**To do:** The answer must be every line of the records below that contains the word "Pemuda".

**Record extracts:**

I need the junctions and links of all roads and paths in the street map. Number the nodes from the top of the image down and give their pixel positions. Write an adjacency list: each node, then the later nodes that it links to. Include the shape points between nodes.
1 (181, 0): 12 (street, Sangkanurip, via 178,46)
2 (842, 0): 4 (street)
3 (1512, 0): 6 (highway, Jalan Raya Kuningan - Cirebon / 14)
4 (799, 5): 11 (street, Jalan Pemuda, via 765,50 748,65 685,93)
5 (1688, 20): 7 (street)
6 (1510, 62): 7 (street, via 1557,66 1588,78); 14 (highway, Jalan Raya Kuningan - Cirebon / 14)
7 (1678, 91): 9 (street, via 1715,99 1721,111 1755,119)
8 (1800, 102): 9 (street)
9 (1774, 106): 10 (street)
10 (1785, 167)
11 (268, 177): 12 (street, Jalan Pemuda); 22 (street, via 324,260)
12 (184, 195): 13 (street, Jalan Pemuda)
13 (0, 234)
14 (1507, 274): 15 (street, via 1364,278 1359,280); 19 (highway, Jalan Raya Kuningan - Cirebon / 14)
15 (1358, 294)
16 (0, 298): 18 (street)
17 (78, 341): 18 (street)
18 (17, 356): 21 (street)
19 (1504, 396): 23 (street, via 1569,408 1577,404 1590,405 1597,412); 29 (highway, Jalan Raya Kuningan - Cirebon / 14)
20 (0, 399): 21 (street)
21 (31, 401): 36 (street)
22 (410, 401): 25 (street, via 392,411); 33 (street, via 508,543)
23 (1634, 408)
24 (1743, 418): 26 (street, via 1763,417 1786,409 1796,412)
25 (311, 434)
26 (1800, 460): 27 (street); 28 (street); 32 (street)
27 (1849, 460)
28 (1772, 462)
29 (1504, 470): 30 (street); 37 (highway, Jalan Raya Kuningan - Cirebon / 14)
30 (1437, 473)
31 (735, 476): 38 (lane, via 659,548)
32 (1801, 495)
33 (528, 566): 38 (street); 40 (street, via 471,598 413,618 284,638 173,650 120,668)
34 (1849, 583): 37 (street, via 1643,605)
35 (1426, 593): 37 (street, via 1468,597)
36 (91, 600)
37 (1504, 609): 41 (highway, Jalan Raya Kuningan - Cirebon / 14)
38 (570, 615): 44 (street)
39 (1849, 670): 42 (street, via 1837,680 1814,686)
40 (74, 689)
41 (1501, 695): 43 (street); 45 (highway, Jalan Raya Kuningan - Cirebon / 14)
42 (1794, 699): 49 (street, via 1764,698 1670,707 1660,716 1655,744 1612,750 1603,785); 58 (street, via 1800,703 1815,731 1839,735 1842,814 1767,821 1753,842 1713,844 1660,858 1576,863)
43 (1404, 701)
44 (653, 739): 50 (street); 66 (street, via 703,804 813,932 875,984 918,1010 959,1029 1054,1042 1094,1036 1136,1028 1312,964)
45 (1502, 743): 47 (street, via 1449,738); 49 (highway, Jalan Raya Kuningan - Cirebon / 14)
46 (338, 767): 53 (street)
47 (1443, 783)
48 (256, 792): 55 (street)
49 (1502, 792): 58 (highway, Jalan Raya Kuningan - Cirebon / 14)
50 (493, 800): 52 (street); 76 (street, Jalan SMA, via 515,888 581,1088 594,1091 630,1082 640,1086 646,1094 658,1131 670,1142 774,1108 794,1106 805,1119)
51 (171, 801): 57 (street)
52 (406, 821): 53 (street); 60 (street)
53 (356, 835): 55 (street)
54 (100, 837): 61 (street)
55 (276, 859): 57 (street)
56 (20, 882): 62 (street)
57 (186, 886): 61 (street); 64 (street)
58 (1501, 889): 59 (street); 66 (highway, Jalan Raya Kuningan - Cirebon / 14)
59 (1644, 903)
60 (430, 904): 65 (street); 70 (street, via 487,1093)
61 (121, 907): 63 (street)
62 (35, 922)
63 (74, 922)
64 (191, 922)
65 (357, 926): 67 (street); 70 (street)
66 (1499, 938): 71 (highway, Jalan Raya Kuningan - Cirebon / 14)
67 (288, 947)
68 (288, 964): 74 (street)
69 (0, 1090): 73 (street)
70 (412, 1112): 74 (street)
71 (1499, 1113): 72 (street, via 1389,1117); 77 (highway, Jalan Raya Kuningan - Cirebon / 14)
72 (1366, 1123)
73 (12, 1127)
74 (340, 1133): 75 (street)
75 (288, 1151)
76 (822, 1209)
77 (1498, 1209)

**Finished task:**
4 (799, 5): 11 (street, Jalan Pemuda, via 765,50 748,65 685,93)
11 (268, 177): 12 (street, Jalan Pemuda); 22 (street, via 324,260)
12 (184, 195): 13 (street, Jalan Pemuda)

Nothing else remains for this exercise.